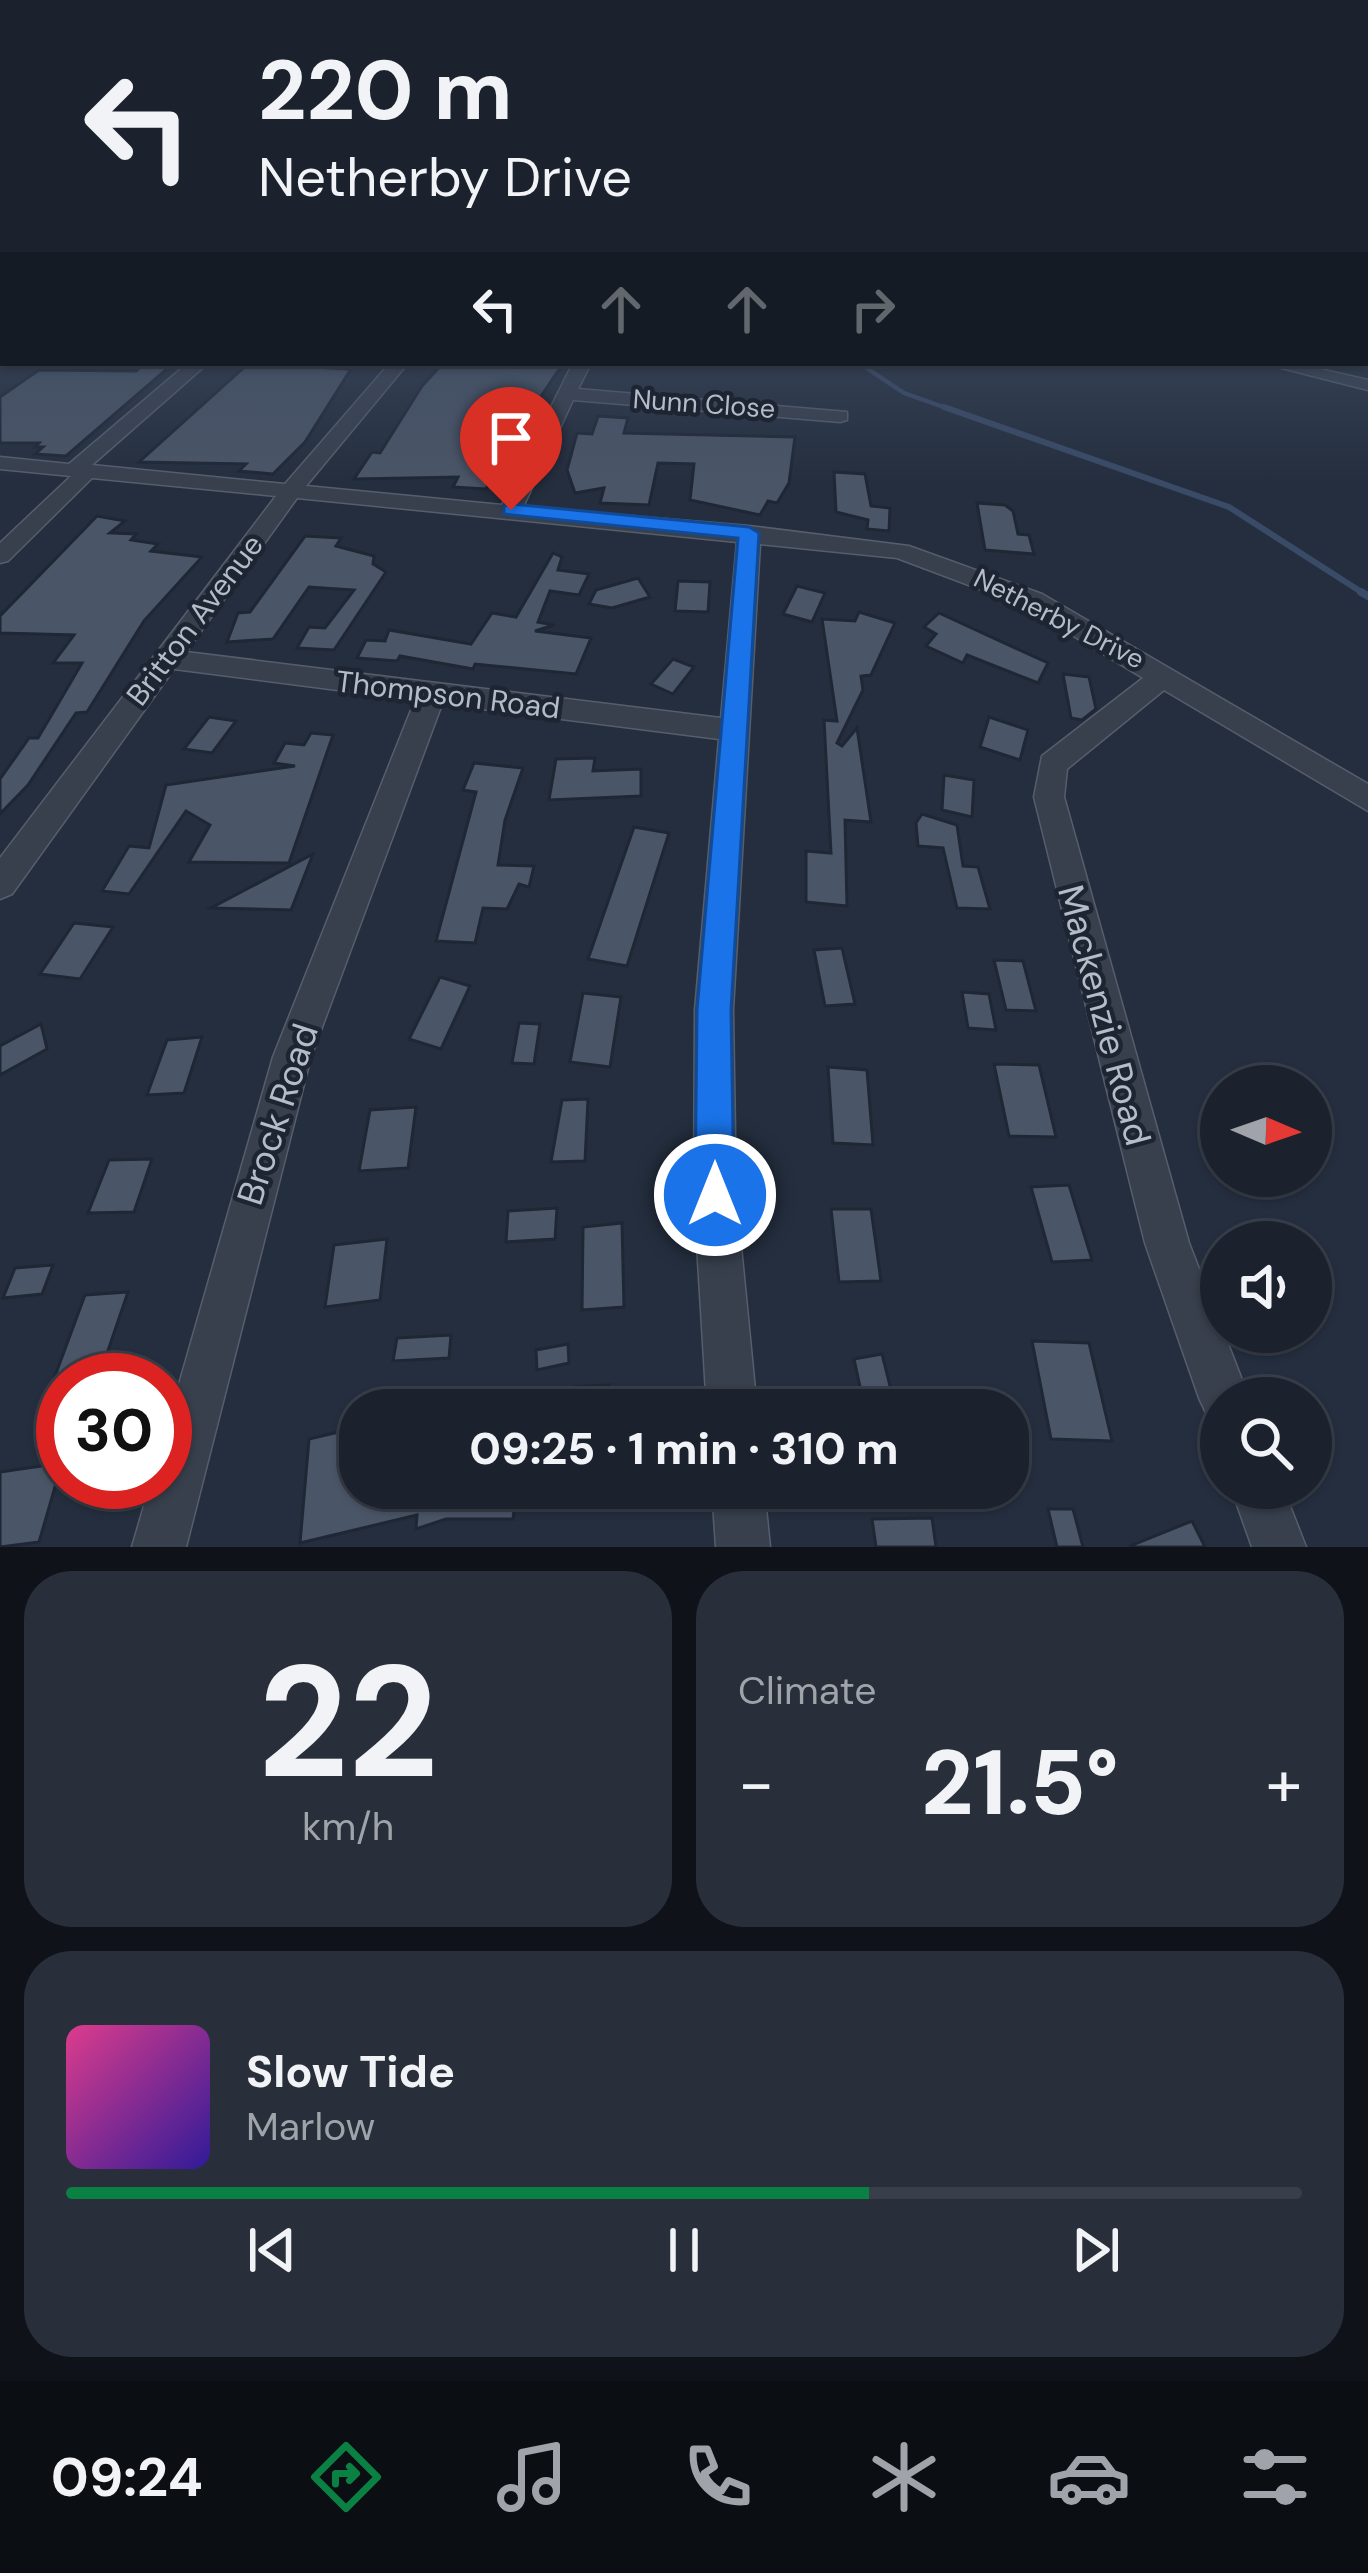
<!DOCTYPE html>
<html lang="en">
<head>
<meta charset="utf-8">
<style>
  body { margin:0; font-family:"DM Sans",sans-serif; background:#282f3a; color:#f1f3f6; height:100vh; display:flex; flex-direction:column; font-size:45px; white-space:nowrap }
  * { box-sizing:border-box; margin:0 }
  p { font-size:39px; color:#a0a4aa }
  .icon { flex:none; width:66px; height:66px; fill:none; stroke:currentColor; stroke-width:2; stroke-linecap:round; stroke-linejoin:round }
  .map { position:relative; height:1547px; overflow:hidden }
  .details { display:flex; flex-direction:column; gap:24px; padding:24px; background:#0f1319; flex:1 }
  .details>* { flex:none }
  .hud { position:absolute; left:0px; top:0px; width:1368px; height:366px; box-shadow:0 3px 9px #0004,0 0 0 3px #393f4a; background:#1b222e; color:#f1f3f6; overflow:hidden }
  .needle { width:78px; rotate:92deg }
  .fabs { position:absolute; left:1200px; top:1065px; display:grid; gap:24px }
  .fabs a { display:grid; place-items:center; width:132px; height:132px; border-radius:50%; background:#1b222e; box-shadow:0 3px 9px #0004,0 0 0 3px #393f4a; font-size:60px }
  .speed { position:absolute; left:36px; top:1353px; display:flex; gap:24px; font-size:60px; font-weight:700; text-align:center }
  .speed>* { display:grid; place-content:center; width:156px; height:156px; border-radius:50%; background:#1b222e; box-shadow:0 3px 9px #0004,0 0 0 3px #393f4a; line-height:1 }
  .speed .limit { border:18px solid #d22; background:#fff; color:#111 }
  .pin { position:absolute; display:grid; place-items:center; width:102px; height:102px; color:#fff; margin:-123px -51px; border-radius:50% 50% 50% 0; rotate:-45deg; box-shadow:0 0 12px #0007 }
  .pin .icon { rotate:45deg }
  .me { position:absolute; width:132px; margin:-66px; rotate:0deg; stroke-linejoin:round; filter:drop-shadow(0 0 9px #0008) }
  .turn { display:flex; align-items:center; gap:42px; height:252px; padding:0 60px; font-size:54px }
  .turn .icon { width:156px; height:156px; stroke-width:2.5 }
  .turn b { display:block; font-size:84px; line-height:102px }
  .lanes { display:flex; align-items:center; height:114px; padding:0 60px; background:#0003; justify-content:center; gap:60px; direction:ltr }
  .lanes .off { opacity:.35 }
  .big { font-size:90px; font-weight:800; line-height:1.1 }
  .details .tile { flex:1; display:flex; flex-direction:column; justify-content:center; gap:18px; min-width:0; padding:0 42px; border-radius:48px; background:#282f3a }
  .details .dial { align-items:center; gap:0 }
  .dial b { font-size:156px; line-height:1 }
  .song { display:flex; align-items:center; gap:36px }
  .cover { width:144px; height:144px; border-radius:18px; background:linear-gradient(135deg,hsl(330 70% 55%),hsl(250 70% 35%)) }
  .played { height:12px; border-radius:6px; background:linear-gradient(90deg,#0b8043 65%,#393f4a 65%) }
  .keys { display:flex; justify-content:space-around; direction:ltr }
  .heat { display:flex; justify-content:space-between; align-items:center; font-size:66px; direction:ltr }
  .details .tiles { flex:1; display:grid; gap:24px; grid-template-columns:1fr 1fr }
  .tile:last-child { grid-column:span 2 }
  .trip { position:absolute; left:339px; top:1389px; width:690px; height:120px; border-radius:48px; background:#1b222e; box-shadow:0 3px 9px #0004,0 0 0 3px #393f4a; font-weight:800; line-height:120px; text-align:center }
  .menu { display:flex; height:192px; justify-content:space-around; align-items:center; background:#0b0e12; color:#a0a4aa }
  .menu .icon { width:84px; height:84px }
  .menu .active { color:#0b8043 }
  .menu b { font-size:54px; color:#f1f3f6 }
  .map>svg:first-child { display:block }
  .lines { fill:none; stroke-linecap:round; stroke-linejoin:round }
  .stream-far2 { stroke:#3a4b67; stroke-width:4.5 }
  .stream-far1 { stroke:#3a4b67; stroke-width:6 }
  .stream { stroke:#3a4b67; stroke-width:8 }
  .building { fill:#4a5567; stroke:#1f2735; stroke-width:3 }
  .minor-casing { stroke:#565e6c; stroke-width:3 }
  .minor { fill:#38404e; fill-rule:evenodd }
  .route { fill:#1a73e8; stroke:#114b97; stroke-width:3 }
  .labels { text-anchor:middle; stroke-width:9; stroke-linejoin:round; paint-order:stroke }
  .far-street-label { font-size:27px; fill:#b4bbc9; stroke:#1d2533 }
  .street-label { font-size:30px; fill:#b4bbc9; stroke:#1d2533 }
  .near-street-label { font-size:36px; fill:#b4bbc9; stroke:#1d2533 }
</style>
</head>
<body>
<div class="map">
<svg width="1368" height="1547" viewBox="0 0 1368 1547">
  <rect width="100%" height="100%" fill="#242e3e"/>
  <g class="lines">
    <polyline class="stream-far2" points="859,363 904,393 952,410"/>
    <polyline class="stream-far1" points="944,407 1229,507 1366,595"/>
    <polyline class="stream" points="1361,592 1368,596"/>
  </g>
  <g class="building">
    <polygon points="145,363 174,363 66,456 35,454 43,447 35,447 39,443 0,443 0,397 39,370 136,371"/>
    <polygon points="249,363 333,363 328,368 351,369 305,442 273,474 239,471 246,464 139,462"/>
    <polygon points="443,363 562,365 505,450 486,489 453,487 458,477 354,479 372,452 380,453 422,386"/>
    <polygon points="598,416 628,418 624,433 795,437 789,483 777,503 768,501 760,515 690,500 694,464 658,463 649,505 600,503 604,488 575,493 567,470 577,433 592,434"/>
    <polygon points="834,472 865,474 871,506 890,508 889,531 867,529 868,520 836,512"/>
    <polygon points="977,503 1005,505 1013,511 1018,534 1029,535 1034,554 985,550"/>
    <polygon points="97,516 125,521 110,533 136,534 131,540 158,544 151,551 202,557 144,621 87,712 76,713 28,785 0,814 0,779 29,738 38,738 82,663 53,663 74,635 0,633 0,616"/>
    <polygon points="305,536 341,538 336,546 374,556 373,564 386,572 334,650 297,648 309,627 325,628 354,590 309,587 273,639 227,642 238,613 250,612"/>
    <polygon points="553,553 562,557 558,570 589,574 579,595 550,591 538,622 554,625 535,631 591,638 576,674 475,664 473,669 400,656 397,661 357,658 366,640 385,641 389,630 471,644 492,613 516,617"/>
    <polygon points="638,578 650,597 612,608 589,604 596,590"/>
    <polygon points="678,581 710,582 708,612 675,611"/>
    <polygon points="797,586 825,593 812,622 783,614"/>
    <polygon points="859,612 895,623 871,675 861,676 863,690 837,743 842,746 857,728 871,822 845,820 847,906 806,902 806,851 831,853 824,720 837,721 822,619 855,621"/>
    <polygon points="939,613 1048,663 1038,683 967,655 963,663 926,646 936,634 924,627"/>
    <polygon points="673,659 694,667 673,694 651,684"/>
    <polygon points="1063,674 1089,677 1096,709 1082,720 1071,718"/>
    <polygon points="209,717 236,721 212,753 184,749"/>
    <polygon points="989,717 1028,730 1020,760 980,747"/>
    <polygon points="311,733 333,735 289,863 189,862 210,825 186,811 129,894 102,891 129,846 149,848 166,785 295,766 274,763 285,743 304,745"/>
    <polygon points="595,758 593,771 641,769 641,796 549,800 556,759"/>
    <polygon points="474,763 523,768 505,820 498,865 534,866 529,887 519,884 507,909 483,908 475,943 436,941 476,792 463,790"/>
    <polygon points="944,775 974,780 972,817 942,810"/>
    <polygon points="922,814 957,825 963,866 978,867 990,909 957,908 943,848 918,846 916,823"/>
    <polygon points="634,827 669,833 627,966 588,959"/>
    <polygon points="313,854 291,910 211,908"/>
    <polygon points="74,923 113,927 80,979 40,974"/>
    <polygon points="842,948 855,1004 825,1006 814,950"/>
    <polygon points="994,960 1023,961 1036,1011 1006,1010"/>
    <polygon points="440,977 470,986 441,1049 409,1039"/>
    <polygon points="962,992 989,994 996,1030 968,1028"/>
    <polygon points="583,993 621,997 610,1067 570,1062"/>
    <polygon points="519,1023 540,1024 534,1064 512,1063"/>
    <polygon points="41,1024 47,1049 0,1075 0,1046"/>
    <polygon points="202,1037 184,1093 147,1095 167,1040"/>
    <polygon points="994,1064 1039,1065 1056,1137 1009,1136"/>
    <polygon points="828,1067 867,1070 873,1145 833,1143"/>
    <polygon points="588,1099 585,1161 551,1162 562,1100"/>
    <polygon points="416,1107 408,1168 359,1171 370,1110"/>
    <polygon points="152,1159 134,1212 88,1213 109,1160"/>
    <polygon points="1069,1185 1092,1260 1052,1262 1031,1187"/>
    <polygon points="557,1208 555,1239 506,1242 508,1211"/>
    <polygon points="831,1209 871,1209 881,1281 839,1282"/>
    <polygon points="622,1223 624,1307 582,1310 583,1227"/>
    <polygon points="387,1239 380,1300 325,1307 334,1245"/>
    <polygon points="53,1265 42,1294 3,1298 15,1268"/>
    <polygon points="128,1292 100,1374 55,1376 85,1295"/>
    <polygon points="451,1335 449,1358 393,1361 397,1338"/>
    <polygon points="1032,1341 1089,1343 1112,1441 1051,1439"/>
    <polygon points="568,1344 569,1363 537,1370 536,1350"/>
    <polygon points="882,1354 896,1410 865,1410 854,1359"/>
    <polygon points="609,1385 609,1410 574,1410 574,1387"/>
    <polygon points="360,1427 360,1488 385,1488 384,1497 435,1488 447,1488 447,1495 516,1493 513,1519 446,1519 416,1529 417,1515 300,1543 309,1439"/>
    <polygon points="62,1463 39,1542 0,1547 0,1472"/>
    <polygon points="1048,1509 1073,1509 1083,1547 1057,1547"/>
    <polygon points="932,1518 936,1547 876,1547 872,1519"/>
    <polygon points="1192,1521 1205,1547 1130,1547 1130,1546"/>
  </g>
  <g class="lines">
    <defs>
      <g id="minor">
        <rect x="1365" y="294" width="3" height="10"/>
        <path d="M188,363H208L92,465L285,484L390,363H408L306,486L502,505L573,363H591L578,389L847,412V420L840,422L573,400L523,507L749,526L909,546L1042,594L1368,784V811L1164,690L1067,769L1064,797L1189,1243L1249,1398H1221V1421L1207,1415L1199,1398L1145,1243L1034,797L1042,756L1143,678L1024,606L897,558L760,544L733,1010L736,1195L757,1410H707L694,1195L695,1010L719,739L442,704L311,1057L186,1547H132L151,1482H165V1433L273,1057L415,700L174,669L12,894L0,899V858L276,496L92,478L8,561L0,563V543L71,476L0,469V457L69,464ZM297,498L737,542L721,718L186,652Z"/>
        <polygon points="1261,363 1294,363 1368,380 1368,390"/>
        <polygon points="712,1488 764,1488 770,1547 716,1547"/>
        <polygon points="1231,1488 1283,1488 1306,1547 1252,1547"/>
      </g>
    </defs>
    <use href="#minor" class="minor-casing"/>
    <use href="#minor" class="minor"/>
  </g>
  <linearGradient id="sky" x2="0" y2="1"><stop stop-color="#141922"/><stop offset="0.55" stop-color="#3f4c63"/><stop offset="1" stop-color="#3f4c63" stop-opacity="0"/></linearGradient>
  <rect width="1368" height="483" fill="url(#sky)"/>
  <polygon class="route" points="511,504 749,527 759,533 731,1010 734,1195 729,1209 715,1214 701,1209 695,1195 697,1010 738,538 504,514 504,506"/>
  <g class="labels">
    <g class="far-street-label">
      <text transform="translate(704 404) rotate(4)" y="9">Nunn Close</text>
      <text transform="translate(1059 619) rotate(27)" y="9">Netherby Drive</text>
    </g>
    <g class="street-label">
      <text transform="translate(195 620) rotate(-53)" y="10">Britton Avenue</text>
      <text transform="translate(448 695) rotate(7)" y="10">Thompson Road</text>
    </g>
    <g class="near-street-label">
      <text transform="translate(1105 1015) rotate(75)" y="13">Mackenzie Road</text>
      <text transform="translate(277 1114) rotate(-72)" y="13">Brock Road</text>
    </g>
  </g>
</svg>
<div class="fabs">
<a><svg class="needle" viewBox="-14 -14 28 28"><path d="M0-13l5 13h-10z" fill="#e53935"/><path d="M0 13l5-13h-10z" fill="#a0a4aa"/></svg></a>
<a><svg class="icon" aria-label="sound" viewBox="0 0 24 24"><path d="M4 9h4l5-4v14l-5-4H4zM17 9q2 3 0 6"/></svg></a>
<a><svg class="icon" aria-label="search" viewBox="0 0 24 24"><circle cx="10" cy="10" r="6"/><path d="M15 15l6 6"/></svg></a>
</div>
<div class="speed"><div class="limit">30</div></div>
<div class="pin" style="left:511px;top:510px;background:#d93025"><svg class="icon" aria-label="arrive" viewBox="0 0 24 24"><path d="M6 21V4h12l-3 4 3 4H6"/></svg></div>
<svg class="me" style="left:715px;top:1195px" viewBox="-20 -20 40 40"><circle r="17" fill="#1a73e8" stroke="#fff" stroke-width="3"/><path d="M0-11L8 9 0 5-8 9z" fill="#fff"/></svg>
<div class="trip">09:25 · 1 min · 310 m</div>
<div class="hud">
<div class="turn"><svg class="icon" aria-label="left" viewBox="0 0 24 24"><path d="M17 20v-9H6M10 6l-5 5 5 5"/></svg><div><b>220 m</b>Netherby Drive</div></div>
<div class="lanes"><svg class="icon" aria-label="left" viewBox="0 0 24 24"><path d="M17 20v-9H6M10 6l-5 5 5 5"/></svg><svg class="icon off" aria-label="ahead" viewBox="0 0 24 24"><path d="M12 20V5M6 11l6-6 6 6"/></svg><svg class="icon off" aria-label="ahead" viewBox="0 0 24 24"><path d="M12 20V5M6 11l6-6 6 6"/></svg><svg class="icon off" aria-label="right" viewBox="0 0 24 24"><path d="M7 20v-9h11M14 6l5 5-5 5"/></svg></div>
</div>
</div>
<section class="details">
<div class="tiles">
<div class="tile dial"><b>22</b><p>km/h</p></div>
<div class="tile"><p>Climate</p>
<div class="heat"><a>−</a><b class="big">21.5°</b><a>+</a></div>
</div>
<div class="tile">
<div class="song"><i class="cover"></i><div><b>Slow Tide</b><p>Marlow</p></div></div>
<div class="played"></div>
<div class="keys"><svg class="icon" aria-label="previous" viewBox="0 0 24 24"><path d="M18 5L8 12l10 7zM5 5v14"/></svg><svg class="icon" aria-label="pause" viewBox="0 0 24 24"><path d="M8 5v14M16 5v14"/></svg><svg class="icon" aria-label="next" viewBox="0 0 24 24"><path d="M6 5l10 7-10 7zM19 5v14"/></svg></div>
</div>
</div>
</section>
<nav class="menu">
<b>09:24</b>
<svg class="icon active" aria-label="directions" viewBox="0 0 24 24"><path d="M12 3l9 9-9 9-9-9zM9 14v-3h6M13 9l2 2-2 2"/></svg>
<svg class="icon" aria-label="music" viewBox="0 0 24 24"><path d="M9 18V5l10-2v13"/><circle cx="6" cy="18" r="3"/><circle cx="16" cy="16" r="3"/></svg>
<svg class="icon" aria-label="phone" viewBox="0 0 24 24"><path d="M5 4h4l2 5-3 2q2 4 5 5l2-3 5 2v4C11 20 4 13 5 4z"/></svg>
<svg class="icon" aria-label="climate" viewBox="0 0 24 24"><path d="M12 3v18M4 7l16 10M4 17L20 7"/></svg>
<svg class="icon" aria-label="car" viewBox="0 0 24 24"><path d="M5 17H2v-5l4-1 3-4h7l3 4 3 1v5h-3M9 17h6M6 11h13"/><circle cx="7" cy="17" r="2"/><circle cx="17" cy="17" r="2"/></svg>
<svg class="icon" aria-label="filters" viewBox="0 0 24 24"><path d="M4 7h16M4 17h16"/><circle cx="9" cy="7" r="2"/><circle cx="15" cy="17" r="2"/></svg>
</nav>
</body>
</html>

◆ Task item ◆
Only the lines from the one containing "position:absolute; left:36px; top:1353px;" through the one containing "display:grid; place-content:center; width:156px;" are to be retyped, both boundary lines included, with no other material.

◆ Task output ◆
  .speed { position:absolute; left:36px; top:1353px; display:flex; gap:24px; font-size:60px; font-weight:700; text-align:center }
  .speed>* { display:grid; place-content:center; width:156px; height:156px; border-radius:50%; background:#1b222e; box-shadow:0 3px 9px #0004,0 0 0 3px #393f4a; line-height:1 }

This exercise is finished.